### EXERCISE MATERIAL
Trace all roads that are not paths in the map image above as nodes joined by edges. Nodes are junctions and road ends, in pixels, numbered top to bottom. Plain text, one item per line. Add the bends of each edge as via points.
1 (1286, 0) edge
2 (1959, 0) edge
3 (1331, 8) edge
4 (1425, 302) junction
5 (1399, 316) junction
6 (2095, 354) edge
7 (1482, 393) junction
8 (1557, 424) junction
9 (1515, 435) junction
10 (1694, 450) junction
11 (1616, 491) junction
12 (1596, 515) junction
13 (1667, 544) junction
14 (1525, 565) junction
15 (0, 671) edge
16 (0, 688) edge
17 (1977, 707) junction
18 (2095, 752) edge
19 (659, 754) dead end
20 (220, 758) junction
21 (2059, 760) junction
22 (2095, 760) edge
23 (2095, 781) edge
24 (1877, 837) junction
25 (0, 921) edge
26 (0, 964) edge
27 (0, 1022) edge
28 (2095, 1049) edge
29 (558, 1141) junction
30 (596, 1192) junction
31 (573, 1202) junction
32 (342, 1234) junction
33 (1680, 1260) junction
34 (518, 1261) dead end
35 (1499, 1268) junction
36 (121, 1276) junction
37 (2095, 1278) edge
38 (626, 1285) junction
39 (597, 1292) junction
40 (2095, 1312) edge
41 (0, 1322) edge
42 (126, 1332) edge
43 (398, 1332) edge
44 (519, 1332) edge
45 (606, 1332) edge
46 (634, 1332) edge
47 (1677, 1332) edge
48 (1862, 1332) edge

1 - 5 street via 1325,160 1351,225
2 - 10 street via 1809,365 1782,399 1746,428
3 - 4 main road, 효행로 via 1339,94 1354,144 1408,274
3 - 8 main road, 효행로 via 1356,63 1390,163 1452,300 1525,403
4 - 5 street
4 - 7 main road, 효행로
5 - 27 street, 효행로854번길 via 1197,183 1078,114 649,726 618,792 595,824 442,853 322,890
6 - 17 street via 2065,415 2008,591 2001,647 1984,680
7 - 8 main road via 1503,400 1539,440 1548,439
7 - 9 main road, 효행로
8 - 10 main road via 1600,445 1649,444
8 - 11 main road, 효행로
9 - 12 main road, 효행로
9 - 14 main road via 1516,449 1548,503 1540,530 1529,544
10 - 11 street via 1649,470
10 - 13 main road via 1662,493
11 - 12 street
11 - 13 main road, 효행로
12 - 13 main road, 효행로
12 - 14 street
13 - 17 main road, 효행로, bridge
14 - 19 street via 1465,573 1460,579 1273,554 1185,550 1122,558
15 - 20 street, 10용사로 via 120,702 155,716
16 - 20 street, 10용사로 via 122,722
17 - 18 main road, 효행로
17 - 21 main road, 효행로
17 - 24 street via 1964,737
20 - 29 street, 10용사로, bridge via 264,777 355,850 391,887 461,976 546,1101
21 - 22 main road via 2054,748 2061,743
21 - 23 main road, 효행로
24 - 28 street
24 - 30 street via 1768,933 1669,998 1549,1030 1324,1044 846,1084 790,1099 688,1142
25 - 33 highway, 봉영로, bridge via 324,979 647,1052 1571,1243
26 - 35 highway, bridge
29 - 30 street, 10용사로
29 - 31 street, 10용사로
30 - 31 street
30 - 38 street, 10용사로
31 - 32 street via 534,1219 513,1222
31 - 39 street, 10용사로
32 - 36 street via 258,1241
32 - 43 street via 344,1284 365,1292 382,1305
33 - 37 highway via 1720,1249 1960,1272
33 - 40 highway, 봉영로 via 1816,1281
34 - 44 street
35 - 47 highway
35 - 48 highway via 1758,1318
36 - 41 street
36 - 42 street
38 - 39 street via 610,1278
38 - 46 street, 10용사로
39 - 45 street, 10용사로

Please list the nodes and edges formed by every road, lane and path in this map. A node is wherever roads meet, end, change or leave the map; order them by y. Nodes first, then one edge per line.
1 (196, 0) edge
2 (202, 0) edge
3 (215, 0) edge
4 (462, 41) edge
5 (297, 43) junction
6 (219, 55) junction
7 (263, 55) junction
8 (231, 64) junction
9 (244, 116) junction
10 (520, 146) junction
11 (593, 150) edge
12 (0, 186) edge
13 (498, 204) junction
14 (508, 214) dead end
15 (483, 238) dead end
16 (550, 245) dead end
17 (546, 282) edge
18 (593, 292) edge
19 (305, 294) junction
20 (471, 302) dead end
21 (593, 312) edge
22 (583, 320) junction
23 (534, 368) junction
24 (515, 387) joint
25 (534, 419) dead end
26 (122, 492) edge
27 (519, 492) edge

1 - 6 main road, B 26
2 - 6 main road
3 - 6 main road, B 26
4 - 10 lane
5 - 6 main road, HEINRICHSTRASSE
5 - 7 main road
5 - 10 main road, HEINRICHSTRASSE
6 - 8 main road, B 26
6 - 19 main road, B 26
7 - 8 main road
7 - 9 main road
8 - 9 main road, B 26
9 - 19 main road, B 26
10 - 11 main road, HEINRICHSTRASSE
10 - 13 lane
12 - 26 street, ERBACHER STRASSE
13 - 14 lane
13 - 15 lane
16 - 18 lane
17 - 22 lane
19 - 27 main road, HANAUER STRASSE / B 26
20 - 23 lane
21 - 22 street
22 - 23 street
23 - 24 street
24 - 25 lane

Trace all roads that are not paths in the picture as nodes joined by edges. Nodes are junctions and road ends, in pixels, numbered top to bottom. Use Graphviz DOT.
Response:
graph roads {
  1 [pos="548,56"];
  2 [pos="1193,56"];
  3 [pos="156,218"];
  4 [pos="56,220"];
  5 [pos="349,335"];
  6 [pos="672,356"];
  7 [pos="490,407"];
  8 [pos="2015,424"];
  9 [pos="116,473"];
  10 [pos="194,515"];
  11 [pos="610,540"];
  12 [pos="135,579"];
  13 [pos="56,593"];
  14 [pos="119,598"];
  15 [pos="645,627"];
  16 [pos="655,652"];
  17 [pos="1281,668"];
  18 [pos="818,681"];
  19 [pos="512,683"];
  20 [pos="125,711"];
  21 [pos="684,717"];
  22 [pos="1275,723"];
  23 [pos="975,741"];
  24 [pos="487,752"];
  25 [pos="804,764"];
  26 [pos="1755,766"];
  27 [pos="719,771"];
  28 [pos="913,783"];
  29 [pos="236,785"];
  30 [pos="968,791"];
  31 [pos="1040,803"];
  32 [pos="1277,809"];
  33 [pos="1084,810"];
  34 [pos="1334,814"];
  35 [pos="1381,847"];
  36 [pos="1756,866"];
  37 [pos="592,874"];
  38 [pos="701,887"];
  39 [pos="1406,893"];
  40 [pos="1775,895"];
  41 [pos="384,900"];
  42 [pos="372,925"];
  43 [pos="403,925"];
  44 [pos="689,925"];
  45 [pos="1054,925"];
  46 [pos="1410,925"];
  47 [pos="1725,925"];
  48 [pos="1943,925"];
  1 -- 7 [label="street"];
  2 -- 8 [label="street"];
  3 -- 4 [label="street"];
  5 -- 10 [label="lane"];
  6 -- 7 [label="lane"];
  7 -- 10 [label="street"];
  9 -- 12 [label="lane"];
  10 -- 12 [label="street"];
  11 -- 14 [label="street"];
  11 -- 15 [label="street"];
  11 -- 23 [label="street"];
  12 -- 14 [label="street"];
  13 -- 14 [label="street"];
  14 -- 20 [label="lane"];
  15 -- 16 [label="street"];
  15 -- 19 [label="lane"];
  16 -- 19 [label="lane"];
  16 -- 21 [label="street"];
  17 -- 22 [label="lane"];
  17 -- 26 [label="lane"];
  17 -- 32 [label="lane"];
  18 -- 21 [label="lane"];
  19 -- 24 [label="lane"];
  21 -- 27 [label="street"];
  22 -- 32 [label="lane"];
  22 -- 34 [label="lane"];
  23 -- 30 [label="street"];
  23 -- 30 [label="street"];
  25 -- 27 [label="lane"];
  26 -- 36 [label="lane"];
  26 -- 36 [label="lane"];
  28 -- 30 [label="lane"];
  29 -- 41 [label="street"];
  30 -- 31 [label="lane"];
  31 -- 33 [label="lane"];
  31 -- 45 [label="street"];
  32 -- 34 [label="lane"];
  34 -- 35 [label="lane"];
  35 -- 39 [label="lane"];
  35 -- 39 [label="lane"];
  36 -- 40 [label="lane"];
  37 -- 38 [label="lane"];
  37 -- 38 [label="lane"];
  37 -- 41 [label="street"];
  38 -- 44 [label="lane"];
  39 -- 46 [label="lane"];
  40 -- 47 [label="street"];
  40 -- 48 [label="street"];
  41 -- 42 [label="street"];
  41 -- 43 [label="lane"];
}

### DIRECTIONS
The word to find is "paths". Copy every line of the records that holds it.

### TASK ANSWER
Trace all roads that are not paths in the map image above as nodes joined by edges. Nodes are junctions and road ends, in pixels, numbered top to bottom. Plain text, one item per line. Add the bends of each edge as via points.
Trace all roads that are not paths in the picture as nodes joined by edges. Nodes are junctions and road ends, in pixels, numbered top to bottom. Use Graphviz DOT.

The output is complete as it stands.